Problem with Repeat
xanatos opened this issue · comments
I'm trying to create an importer for the unicode NameList.txt (http://www.unicode.org/Public/UNIDATA/NamesList.html the grammar and https://www.unicode.org/Public/UCD/latest/ucd/NamesList.txt the data). I've been able to do it using your peg 2.0.0 library but there are two bugs in your library/features I didn't comprehend that I had to work around.
The Repeat() extension method seems to "eat" a character even when it fails (it doesn't backtrack).
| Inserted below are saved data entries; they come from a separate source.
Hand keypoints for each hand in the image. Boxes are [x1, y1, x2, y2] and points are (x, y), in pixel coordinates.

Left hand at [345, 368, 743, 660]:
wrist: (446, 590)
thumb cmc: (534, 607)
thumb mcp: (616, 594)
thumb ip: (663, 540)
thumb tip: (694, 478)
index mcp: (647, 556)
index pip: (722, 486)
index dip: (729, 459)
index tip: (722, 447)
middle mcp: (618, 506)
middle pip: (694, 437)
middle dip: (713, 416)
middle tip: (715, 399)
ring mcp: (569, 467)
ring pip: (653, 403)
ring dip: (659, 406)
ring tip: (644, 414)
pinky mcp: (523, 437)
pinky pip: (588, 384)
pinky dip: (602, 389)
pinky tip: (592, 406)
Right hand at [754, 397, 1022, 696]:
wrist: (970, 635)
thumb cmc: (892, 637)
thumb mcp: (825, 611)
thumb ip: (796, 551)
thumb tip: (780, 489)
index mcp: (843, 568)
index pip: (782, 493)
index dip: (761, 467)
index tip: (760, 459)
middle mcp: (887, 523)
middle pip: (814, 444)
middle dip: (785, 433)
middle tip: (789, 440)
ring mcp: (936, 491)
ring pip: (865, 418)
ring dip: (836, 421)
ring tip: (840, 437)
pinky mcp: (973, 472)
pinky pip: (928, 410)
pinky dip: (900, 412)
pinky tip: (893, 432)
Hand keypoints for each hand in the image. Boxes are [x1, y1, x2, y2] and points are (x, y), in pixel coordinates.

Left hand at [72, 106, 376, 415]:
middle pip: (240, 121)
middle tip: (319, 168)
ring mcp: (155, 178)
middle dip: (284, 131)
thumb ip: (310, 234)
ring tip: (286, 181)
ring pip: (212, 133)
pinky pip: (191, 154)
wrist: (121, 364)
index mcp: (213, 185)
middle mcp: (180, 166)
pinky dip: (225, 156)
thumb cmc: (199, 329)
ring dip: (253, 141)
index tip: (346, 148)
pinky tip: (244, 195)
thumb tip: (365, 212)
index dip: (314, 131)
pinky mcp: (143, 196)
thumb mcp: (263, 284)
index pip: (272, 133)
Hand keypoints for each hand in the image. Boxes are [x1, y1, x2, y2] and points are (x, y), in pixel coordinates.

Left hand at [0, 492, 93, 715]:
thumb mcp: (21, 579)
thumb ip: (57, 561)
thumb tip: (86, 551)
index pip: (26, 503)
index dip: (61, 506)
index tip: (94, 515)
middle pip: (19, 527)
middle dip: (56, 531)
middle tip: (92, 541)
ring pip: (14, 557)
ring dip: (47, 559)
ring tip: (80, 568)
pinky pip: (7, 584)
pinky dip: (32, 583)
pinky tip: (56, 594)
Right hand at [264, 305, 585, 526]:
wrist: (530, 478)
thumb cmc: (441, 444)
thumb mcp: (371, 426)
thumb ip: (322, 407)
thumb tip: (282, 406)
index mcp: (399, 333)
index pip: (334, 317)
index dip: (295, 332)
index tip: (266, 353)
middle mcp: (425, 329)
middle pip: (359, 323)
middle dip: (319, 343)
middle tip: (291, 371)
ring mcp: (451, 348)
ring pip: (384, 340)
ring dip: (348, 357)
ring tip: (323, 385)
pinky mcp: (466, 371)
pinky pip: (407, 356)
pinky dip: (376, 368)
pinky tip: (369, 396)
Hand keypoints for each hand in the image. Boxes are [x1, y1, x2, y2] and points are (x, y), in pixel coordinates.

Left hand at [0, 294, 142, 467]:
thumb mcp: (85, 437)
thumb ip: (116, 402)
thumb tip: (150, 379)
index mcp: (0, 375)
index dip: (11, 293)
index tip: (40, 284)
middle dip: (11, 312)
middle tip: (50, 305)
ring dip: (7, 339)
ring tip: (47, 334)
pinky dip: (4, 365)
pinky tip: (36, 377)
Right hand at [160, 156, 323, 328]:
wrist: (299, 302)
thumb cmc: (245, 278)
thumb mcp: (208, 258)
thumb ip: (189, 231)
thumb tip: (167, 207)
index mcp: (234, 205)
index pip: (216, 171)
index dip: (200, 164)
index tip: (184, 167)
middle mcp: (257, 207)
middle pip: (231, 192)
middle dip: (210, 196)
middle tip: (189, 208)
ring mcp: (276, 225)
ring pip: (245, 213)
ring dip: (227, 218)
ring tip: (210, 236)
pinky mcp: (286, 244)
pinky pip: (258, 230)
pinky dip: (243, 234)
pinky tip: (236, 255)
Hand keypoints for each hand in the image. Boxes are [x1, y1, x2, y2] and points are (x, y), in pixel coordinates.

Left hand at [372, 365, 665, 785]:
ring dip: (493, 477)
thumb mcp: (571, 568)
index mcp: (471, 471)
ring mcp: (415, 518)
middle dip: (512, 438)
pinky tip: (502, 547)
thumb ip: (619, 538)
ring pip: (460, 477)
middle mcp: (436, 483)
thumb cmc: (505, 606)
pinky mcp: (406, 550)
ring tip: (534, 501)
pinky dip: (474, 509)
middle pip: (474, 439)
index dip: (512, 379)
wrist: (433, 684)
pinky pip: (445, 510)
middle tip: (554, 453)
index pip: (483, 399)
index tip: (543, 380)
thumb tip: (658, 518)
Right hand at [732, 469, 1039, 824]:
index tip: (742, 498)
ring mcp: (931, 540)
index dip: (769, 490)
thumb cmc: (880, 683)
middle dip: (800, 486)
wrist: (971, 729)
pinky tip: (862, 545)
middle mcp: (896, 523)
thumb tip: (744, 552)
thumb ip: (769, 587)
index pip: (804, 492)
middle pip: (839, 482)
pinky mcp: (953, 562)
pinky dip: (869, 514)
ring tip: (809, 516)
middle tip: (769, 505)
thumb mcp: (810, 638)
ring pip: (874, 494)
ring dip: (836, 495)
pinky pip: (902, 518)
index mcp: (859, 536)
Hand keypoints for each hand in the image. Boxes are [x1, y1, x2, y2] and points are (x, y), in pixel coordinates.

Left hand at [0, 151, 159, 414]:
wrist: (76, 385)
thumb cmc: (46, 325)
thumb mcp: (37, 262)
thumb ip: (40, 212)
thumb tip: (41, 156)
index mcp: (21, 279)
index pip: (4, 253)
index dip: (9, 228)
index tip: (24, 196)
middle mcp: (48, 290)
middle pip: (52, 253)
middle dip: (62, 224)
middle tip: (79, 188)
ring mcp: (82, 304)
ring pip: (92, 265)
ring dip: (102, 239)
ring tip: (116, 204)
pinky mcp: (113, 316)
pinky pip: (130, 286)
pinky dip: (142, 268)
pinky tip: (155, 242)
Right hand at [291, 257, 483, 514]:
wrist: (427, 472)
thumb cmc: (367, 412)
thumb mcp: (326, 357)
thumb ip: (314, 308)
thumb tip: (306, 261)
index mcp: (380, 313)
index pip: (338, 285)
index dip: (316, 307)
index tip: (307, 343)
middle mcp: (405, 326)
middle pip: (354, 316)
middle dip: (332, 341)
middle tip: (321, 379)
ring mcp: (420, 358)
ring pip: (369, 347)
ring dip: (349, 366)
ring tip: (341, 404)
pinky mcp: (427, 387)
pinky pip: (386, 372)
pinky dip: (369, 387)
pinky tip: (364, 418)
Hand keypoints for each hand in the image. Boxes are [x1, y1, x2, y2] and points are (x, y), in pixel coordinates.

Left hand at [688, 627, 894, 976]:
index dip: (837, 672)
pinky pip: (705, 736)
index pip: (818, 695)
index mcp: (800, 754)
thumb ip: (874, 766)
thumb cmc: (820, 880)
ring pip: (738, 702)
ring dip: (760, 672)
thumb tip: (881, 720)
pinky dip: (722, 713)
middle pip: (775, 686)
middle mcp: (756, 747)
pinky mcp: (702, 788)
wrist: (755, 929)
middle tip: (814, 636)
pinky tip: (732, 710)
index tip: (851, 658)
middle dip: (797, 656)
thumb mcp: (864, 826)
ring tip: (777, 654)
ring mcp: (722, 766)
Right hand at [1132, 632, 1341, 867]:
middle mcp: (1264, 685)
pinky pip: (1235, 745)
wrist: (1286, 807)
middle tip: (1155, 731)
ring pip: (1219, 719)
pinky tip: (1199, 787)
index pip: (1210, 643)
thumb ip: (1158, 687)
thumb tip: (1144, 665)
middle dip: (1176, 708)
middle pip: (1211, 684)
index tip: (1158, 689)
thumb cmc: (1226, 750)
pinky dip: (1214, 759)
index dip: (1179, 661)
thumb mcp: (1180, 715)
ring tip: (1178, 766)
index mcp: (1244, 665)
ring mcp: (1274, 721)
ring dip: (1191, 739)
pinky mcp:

Source code: KlcImporter.zip
To reproduce: run the program. It will generate a output.txt . You can compare it with the original NameList.txt (for example with WinMerge) and they should be equal. Now replace
public virtual Expression Char() => X() + X() + X() + X() + ~(X() + ~X());
with
public virtual Expression Char() => X().Repeat(4, 6);
Re-run the program. Now the files are different ("Danish, Norwegian, Swedish, Walloon" becomes "anish, Norwegian, Swedish, Walloon"). A single character is "eaten" in the ExpandLineContainerElement() expression by the Repeat(), and even when it fails it isn't returned to the stream. The sequence should be: EscChar() fails, Char() begins, reads one character, fails, doesn't backtrack the read character (error), String() reads one less character.
P.S. I've added a
static CharacterSet To(this char from, char to, Func<char, bool> predicate)
extension overload . I feel it would be a good addiction to the ones you already implement. It is useful for implementing rules like "<sequence of characters in the range U+0020..U+02FF, except controls>"